Comparisons between an wrongdoing individual with a net worth of $50,000 and a wrongdoing HMO with a net worth of $10 billion should also be demonstrated for the jury. For example, a punitive award of five percent of the individual’s $50,000 amounts to $2,500. Yet, the same five percent award of the HMO’s $10 billion amounts to $500 million.
Finally, defense counsel will undoubtedly attempt to avoid or minimize the punitive damage award by arguing that a large punitive damage award will result in higher health care costs for everyone. To prevent this argument in the first place, a jury instruction such as the following may be given:
“The [HMO defendant] must pay any punitive damage award from its assets or profits and cannot pass any punitive damage award on to its members in the form of increased premiums or charges” (Evidence Code §352; Accounting Statement 84-1, November 26, 1984, State of California Department of Insurance; Health and Safety Code §1342.5).

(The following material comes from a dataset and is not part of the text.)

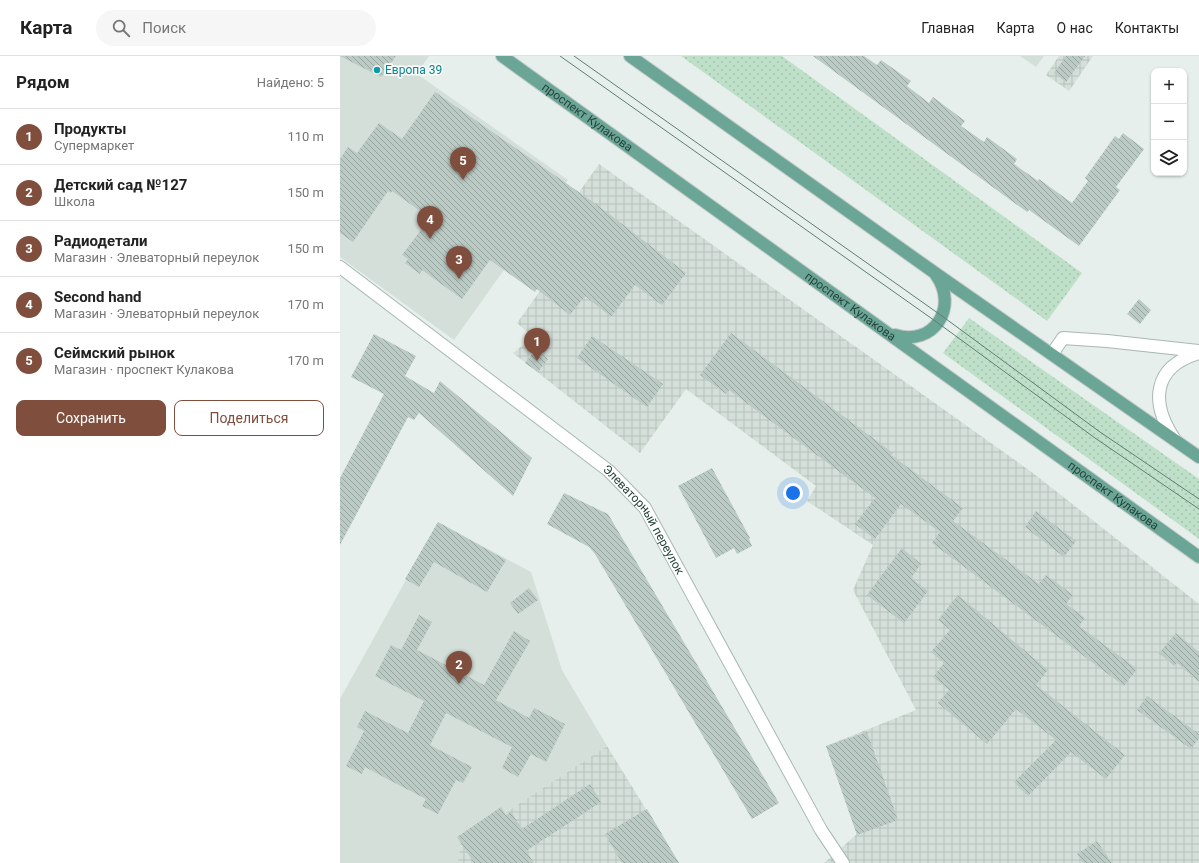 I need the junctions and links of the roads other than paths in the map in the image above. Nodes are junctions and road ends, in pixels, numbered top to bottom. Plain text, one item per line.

An instruction such as this should preclude, or at least diffuse, any argument by the defense that the punitive award will result in higher premiums for all. It will also alleviate any concerns the jury may have about the impact their award will have on future premiums.
Obtaining a favorable verdict that includes punitive damages against an HMO is no easy task. Hopefully, this article provides some insights that you can use during closing argument in an HMO bad faith case.